[Collected data]
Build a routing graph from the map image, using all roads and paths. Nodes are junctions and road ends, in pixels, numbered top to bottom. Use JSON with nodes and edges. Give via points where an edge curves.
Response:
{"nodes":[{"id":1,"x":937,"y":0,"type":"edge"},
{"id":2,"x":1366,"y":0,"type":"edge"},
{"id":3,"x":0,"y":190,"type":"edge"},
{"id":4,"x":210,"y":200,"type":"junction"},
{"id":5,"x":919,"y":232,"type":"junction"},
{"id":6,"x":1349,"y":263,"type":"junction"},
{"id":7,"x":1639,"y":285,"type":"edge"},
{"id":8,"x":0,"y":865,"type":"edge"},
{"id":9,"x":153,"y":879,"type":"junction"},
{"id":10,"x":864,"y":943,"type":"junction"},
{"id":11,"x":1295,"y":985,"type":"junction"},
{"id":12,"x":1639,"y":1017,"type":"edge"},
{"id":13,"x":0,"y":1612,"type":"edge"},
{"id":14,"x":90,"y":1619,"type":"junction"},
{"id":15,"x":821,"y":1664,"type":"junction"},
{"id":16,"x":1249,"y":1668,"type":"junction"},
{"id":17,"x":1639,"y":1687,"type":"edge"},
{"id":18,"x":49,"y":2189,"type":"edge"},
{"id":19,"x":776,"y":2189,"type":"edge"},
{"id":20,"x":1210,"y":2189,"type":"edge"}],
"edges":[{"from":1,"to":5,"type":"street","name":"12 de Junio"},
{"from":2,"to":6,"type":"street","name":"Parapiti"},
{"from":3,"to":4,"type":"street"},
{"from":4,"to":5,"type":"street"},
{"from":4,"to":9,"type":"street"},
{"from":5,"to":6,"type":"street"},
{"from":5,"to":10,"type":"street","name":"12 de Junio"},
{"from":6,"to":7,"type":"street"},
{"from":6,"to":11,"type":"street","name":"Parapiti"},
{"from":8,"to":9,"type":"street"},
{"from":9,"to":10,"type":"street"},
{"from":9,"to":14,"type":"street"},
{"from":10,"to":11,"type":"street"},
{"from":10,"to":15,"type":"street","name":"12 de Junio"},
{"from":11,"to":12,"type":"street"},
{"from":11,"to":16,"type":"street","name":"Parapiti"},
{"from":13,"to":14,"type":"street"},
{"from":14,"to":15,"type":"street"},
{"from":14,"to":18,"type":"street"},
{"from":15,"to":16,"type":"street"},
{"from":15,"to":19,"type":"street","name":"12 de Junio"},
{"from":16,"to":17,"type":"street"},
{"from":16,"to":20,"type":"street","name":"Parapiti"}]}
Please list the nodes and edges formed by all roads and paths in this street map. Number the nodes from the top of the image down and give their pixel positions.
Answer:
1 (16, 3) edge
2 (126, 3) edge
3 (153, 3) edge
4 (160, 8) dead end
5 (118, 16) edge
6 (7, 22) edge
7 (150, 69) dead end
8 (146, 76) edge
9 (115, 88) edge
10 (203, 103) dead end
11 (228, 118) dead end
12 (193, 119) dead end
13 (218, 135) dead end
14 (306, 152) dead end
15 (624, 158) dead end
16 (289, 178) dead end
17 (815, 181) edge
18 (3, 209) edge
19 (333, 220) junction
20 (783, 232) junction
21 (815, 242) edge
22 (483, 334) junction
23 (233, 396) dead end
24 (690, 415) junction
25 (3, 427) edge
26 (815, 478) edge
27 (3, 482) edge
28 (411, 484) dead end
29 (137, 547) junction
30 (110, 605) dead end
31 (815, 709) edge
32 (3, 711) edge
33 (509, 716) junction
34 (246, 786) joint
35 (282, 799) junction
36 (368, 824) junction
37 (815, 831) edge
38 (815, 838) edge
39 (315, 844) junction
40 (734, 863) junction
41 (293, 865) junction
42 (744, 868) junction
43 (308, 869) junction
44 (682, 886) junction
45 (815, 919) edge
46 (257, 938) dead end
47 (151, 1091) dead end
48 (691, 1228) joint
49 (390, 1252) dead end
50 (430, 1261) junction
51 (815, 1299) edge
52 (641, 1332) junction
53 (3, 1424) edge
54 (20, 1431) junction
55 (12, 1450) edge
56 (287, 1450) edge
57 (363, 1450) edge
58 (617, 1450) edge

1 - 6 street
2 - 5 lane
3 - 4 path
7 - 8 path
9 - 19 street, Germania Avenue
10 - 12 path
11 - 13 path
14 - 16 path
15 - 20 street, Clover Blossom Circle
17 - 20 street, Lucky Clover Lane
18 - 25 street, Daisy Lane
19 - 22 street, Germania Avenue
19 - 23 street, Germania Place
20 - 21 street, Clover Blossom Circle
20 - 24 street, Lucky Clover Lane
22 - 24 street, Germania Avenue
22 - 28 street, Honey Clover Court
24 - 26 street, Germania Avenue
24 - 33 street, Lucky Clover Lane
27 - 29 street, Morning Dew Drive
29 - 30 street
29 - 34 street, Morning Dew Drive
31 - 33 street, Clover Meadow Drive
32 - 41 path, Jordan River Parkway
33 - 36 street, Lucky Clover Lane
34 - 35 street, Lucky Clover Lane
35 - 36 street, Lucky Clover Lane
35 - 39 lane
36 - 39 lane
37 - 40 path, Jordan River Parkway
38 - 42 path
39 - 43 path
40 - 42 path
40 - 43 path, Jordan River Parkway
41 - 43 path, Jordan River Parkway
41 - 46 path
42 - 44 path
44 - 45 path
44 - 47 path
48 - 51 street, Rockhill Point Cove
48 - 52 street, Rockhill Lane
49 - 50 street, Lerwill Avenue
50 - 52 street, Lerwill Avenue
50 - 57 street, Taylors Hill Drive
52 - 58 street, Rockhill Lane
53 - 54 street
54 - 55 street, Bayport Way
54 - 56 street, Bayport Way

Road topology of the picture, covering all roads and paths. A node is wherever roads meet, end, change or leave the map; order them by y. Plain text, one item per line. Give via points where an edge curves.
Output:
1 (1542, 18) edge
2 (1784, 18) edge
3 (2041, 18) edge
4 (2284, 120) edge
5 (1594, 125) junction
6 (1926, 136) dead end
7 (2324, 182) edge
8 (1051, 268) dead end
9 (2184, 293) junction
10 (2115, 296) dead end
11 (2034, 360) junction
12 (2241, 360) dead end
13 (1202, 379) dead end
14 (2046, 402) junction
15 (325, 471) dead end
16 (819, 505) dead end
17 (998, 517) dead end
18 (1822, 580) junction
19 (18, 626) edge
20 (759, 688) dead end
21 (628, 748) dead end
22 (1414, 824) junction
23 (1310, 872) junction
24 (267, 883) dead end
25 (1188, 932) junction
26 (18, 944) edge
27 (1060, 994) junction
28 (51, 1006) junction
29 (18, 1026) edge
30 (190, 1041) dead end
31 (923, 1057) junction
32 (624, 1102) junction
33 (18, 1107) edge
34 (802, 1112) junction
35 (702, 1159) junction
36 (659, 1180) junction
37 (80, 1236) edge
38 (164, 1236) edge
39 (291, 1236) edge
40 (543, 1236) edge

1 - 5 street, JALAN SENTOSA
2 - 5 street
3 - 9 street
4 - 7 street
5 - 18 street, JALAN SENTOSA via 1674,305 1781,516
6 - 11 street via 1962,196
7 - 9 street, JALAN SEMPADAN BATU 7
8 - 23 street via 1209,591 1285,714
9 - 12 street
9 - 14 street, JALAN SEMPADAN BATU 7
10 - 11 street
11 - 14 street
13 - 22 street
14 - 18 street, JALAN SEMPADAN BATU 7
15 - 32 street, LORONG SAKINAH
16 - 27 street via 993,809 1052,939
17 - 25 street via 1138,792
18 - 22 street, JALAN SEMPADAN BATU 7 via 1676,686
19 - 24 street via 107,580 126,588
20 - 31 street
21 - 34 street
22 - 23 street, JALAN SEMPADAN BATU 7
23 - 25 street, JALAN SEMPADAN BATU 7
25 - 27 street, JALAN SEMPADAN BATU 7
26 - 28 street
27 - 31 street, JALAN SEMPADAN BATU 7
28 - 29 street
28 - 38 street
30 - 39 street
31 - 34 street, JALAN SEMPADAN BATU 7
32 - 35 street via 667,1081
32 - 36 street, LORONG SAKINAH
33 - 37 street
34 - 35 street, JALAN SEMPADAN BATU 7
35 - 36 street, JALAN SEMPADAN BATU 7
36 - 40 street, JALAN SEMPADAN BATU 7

§ Task brief: For each line in the entries that contains the string "SENTOSA", make a copy.

§ Result:
1 - 5 street, JALAN SENTOSA
5 - 18 street, JALAN SENTOSA via 1674,305 1781,516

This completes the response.